* [Your instructions]:
If a line in the records below holds the word "halo", copy it.

* [Given records]:
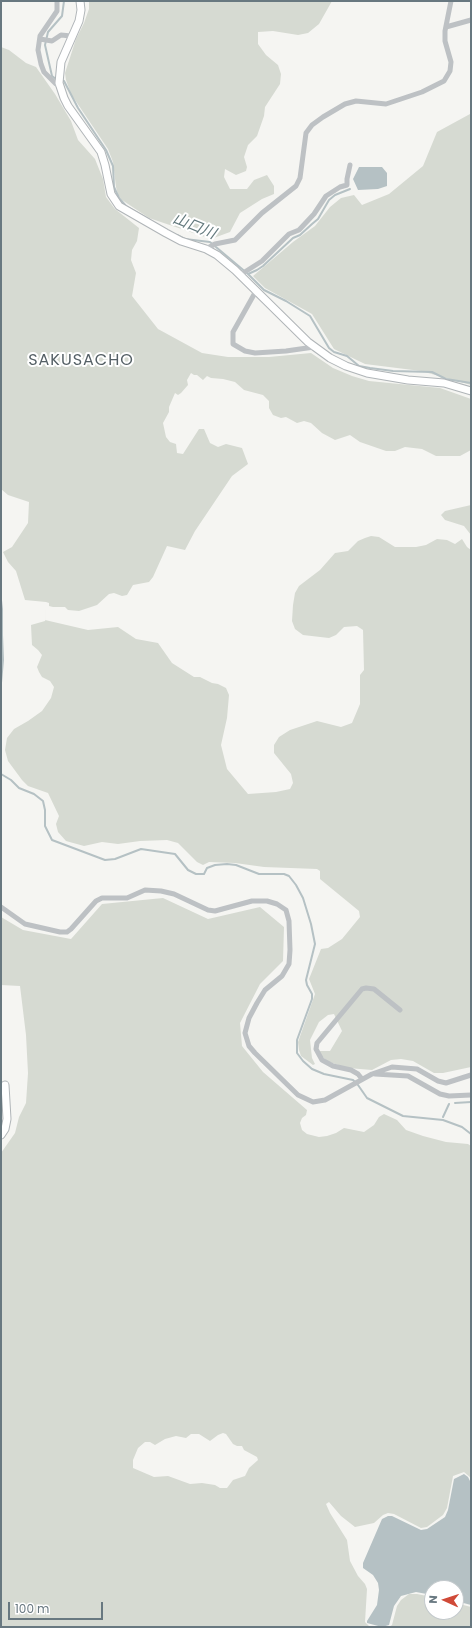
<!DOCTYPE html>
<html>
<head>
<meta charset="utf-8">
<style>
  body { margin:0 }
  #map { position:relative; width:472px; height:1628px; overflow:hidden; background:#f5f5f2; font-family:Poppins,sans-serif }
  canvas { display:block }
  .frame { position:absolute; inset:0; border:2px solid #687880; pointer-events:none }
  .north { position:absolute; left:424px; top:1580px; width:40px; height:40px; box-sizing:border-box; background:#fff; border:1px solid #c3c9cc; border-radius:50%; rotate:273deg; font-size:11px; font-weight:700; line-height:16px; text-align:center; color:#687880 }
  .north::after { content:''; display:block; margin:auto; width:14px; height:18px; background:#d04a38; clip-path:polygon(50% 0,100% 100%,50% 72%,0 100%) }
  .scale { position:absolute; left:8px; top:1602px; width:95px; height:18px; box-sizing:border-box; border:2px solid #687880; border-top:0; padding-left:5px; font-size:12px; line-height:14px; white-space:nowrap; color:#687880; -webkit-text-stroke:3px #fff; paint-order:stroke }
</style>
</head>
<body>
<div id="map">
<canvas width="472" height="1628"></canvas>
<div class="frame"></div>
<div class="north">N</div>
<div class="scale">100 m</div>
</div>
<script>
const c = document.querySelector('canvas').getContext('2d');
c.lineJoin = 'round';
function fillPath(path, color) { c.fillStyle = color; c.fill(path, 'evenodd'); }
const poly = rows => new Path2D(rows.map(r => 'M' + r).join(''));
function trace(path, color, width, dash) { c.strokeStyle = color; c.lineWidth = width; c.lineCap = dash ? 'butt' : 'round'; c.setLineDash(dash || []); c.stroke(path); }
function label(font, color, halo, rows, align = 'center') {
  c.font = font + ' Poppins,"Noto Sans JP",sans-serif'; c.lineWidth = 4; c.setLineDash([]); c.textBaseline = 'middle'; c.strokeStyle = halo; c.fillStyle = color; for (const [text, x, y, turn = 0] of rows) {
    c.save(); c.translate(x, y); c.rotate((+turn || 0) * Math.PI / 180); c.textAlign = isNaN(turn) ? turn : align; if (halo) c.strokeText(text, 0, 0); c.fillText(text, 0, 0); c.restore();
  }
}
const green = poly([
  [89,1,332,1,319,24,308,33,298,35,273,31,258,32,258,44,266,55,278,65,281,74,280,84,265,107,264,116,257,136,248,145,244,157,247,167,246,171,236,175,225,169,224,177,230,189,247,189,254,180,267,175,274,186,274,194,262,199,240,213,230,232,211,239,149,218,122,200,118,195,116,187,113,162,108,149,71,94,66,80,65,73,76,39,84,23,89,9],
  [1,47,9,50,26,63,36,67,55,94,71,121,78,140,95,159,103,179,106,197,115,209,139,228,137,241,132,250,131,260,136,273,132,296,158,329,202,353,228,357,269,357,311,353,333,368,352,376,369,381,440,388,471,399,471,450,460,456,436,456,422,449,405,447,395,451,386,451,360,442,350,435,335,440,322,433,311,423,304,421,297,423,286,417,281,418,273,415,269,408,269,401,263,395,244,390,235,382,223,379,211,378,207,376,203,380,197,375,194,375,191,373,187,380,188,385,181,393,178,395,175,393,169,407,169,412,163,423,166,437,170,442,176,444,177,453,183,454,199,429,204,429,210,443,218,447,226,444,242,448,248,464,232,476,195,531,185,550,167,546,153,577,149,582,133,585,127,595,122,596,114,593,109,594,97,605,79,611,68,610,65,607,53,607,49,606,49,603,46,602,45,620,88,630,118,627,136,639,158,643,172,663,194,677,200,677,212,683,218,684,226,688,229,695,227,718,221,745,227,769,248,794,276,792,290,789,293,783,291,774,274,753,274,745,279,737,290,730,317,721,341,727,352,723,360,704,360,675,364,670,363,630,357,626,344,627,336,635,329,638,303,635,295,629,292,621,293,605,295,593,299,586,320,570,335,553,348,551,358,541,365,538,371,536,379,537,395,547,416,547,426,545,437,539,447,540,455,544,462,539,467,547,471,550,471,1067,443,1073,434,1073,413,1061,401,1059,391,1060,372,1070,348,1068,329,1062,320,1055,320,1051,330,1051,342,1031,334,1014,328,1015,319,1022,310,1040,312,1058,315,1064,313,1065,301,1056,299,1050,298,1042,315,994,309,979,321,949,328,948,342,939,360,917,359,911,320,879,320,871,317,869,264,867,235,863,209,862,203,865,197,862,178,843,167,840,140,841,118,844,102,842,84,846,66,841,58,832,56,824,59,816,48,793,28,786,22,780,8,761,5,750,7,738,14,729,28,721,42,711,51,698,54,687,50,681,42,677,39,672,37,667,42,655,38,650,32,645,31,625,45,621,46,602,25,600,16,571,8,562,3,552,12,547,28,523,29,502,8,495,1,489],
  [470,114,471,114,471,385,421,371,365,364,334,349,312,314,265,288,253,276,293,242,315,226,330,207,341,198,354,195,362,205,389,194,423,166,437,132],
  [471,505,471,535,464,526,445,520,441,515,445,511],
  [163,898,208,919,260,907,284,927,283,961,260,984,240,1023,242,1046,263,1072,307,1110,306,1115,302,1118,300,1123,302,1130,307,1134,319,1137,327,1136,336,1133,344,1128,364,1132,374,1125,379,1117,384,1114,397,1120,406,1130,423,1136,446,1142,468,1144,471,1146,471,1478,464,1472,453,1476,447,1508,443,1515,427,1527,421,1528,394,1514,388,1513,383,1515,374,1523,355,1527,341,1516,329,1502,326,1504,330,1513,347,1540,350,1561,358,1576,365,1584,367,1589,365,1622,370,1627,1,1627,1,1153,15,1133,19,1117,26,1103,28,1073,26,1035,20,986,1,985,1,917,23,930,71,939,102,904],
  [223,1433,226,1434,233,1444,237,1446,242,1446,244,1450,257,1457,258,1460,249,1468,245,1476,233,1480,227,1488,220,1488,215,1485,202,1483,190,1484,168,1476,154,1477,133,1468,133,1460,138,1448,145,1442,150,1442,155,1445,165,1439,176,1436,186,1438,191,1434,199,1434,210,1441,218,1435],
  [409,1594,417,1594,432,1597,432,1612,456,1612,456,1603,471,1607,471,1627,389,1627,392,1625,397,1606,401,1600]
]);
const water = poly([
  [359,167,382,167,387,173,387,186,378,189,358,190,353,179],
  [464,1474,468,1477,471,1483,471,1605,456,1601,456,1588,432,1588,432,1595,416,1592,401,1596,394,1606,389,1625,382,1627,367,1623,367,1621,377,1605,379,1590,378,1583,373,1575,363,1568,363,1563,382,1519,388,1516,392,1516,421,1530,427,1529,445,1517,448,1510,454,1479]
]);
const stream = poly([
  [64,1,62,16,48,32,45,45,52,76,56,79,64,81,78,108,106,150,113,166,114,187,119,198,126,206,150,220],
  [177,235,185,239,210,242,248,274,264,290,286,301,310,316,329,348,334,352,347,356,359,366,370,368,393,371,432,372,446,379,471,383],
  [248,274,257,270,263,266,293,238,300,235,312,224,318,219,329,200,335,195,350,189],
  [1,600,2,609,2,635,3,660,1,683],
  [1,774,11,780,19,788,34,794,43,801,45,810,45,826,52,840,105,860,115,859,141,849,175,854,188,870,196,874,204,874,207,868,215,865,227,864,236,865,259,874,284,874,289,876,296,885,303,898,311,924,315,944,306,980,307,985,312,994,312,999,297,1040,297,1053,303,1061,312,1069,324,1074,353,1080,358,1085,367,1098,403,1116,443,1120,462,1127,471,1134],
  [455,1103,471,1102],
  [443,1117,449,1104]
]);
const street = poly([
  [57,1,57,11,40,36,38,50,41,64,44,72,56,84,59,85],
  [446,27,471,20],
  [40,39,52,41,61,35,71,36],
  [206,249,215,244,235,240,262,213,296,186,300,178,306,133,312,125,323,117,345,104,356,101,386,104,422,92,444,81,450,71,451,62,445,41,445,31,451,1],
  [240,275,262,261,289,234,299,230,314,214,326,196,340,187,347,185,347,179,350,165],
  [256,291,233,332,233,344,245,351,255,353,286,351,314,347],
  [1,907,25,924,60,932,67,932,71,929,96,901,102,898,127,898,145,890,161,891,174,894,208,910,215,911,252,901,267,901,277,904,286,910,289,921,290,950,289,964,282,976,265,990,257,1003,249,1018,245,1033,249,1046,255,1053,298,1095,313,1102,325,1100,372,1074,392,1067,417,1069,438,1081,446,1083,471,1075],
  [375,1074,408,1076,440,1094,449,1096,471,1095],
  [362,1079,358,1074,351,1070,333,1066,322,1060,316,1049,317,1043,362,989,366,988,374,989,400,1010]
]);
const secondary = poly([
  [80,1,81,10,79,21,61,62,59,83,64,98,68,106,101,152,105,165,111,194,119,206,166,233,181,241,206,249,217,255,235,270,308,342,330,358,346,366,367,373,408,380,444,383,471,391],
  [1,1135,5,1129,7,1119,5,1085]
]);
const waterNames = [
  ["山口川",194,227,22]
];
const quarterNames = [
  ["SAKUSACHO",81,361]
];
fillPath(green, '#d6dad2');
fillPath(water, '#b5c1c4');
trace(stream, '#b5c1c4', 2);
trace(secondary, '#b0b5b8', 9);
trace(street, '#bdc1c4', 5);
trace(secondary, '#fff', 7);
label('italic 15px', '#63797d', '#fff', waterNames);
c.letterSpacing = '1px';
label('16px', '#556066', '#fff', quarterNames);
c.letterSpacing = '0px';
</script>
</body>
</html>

* [Your solution]:
function label(font, color, halo, rows, align = 'center') {
  c.font = font + ' Poppins,"Noto Sans JP",sans-serif'; c.lineWidth = 4; c.setLineDash([]); c.textBaseline = 'middle'; c.strokeStyle = halo; c.fillStyle = color; for (const [text, x, y, turn = 0] of rows) {
    c.save(); c.translate(x, y); c.rotate((+turn || 0) * Math.PI / 180); c.textAlign = isNaN(turn) ? turn : align; if (halo) c.strokeText(text, 0, 0); c.fillText(text, 0, 0); c.restore();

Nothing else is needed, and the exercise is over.